------ The data
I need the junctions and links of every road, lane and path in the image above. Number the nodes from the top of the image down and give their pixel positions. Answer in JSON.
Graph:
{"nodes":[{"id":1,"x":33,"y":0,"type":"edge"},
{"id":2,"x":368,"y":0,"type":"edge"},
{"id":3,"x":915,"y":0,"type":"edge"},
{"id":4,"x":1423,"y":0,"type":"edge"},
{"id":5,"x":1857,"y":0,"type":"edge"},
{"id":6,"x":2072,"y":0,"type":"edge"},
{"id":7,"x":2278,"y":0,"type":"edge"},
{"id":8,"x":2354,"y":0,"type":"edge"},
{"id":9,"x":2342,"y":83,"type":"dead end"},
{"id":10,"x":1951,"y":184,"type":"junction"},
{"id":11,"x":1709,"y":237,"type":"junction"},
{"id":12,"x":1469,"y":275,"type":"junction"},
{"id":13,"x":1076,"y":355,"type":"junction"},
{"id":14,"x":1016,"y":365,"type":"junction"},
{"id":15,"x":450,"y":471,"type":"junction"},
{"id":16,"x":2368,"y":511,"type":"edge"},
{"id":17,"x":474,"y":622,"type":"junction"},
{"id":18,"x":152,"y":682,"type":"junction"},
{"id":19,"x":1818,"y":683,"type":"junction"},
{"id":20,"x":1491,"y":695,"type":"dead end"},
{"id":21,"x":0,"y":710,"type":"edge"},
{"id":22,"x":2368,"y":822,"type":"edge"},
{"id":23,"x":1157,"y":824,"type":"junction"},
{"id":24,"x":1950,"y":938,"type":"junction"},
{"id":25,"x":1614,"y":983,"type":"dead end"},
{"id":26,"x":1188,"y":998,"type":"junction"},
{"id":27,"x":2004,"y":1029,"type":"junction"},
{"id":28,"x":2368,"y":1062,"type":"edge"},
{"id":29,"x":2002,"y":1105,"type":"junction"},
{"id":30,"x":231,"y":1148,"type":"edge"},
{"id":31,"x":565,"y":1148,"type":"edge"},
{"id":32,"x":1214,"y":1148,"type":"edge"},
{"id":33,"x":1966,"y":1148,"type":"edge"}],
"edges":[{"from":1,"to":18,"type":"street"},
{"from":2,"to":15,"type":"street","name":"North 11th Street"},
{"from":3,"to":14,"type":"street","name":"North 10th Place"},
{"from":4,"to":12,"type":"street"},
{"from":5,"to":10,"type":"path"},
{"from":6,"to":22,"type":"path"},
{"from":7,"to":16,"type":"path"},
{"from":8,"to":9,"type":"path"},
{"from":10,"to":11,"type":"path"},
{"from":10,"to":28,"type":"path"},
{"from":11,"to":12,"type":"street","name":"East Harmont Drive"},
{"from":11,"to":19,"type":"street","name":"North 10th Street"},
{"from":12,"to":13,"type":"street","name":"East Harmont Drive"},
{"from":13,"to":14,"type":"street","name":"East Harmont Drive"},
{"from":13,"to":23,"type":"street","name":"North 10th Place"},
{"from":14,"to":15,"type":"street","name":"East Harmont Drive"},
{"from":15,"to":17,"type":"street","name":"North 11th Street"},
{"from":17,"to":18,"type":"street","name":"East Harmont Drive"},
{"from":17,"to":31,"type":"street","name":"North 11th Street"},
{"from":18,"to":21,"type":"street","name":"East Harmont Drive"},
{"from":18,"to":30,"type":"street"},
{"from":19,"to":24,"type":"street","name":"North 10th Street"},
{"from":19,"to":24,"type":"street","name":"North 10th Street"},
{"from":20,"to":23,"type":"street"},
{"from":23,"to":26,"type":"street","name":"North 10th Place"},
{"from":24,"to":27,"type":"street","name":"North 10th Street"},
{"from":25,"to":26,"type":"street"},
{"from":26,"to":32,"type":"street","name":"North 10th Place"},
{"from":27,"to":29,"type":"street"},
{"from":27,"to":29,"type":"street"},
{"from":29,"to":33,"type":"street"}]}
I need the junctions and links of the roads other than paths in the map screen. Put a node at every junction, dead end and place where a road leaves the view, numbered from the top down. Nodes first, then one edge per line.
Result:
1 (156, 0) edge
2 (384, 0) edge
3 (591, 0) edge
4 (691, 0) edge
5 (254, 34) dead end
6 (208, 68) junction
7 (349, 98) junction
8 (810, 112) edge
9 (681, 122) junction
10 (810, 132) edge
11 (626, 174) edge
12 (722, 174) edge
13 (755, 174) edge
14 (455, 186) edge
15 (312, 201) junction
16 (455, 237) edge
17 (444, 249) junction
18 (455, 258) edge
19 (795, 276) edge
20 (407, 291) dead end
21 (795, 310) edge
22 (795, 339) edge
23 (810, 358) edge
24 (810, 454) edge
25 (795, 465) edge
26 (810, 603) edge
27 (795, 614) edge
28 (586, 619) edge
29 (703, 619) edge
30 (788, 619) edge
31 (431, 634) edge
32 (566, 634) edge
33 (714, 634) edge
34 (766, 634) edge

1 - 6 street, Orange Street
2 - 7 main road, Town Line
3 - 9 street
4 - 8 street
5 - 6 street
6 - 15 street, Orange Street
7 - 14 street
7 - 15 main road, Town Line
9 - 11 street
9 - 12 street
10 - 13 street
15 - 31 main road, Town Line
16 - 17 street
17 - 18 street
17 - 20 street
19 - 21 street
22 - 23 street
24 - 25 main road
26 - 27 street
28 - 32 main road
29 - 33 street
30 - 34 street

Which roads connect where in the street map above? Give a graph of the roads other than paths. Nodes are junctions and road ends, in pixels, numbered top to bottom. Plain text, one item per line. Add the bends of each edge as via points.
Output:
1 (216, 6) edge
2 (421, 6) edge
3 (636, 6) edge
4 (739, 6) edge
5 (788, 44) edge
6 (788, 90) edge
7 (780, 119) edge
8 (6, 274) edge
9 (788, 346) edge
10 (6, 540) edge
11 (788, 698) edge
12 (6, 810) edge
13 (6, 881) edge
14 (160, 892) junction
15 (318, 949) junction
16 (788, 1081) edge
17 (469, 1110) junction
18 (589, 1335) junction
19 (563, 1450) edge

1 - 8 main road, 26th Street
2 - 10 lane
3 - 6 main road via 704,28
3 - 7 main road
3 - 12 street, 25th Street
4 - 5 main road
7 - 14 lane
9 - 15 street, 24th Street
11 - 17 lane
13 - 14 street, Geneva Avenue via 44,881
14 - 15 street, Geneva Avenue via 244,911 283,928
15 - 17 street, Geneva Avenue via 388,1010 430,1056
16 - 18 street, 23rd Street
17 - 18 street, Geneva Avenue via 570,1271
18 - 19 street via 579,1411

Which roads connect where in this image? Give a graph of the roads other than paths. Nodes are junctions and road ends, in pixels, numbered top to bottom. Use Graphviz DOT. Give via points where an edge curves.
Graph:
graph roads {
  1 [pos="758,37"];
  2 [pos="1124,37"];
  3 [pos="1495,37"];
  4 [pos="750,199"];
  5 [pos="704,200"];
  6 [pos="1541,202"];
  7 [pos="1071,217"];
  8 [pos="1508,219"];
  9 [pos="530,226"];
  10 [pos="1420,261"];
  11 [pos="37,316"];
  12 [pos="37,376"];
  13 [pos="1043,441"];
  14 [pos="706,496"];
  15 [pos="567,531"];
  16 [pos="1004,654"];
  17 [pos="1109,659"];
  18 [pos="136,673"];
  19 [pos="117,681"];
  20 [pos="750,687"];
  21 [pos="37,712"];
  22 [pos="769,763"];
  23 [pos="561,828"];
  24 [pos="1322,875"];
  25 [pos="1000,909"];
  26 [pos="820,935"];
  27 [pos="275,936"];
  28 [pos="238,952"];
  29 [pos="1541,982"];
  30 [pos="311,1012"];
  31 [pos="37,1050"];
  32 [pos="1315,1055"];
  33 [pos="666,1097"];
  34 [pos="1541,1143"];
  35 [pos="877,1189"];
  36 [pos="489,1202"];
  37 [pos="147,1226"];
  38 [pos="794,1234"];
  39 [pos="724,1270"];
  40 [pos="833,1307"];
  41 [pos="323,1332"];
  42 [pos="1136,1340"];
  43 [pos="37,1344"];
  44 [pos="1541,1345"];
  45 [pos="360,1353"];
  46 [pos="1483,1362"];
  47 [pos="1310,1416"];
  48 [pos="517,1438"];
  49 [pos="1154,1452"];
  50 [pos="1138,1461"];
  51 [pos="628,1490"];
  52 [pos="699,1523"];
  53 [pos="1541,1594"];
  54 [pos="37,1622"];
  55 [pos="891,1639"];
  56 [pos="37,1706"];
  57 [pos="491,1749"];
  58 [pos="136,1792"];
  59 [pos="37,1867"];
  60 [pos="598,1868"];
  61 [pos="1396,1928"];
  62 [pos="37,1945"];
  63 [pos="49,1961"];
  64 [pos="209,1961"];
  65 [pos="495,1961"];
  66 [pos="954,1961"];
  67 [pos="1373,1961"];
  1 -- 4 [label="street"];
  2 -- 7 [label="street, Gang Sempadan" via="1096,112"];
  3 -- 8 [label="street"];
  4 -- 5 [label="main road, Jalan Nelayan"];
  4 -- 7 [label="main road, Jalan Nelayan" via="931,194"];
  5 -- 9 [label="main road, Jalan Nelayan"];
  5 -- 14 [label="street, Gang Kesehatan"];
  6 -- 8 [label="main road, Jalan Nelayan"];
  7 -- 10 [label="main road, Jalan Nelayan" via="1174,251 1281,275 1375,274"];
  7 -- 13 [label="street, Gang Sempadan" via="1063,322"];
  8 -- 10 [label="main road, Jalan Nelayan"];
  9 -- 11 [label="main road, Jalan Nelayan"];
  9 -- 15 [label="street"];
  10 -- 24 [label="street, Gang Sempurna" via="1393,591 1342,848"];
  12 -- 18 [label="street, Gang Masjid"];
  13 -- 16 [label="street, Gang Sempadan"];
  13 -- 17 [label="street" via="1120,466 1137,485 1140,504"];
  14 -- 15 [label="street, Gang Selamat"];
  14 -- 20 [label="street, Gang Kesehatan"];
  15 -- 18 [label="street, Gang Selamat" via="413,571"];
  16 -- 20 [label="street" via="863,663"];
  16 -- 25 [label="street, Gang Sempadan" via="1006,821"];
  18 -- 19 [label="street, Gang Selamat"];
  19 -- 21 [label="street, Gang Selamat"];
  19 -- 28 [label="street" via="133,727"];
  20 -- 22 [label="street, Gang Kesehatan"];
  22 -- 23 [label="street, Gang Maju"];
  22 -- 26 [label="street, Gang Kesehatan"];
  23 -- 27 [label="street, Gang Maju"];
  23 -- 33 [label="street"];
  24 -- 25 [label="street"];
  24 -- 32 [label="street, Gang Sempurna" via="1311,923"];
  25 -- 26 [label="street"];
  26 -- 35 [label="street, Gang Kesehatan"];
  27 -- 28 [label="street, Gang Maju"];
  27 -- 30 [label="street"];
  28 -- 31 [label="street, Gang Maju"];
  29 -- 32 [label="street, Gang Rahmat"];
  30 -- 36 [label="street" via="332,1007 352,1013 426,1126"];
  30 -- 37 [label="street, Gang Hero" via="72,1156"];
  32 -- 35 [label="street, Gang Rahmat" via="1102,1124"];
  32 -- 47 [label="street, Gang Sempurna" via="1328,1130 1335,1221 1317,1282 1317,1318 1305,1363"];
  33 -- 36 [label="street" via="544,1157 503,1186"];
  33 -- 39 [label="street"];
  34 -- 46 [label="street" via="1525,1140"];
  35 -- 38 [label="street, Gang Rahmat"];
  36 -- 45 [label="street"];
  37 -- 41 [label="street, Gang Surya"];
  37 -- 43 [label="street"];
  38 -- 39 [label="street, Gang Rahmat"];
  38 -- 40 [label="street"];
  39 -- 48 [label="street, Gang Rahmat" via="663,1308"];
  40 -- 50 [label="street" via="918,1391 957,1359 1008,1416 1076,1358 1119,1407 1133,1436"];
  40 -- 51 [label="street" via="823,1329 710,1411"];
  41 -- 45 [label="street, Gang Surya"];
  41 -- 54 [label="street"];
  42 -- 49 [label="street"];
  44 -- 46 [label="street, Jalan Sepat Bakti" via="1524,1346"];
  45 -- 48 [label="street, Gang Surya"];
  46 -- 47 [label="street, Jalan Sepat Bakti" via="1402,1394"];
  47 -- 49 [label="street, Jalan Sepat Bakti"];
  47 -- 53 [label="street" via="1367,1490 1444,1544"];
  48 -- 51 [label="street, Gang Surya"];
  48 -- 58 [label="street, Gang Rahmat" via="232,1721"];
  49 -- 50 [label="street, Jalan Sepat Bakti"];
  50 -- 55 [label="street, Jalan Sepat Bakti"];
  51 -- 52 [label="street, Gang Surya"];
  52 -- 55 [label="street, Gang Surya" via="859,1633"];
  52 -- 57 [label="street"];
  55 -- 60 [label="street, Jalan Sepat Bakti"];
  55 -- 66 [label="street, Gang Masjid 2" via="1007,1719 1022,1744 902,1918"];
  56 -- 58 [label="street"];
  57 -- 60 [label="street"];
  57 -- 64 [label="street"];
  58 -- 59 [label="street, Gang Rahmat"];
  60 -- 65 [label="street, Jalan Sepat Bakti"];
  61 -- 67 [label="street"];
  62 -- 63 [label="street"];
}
------------
What you should do »
Say how many lines above contain "Drive", and give no words besides the number.

Response »
6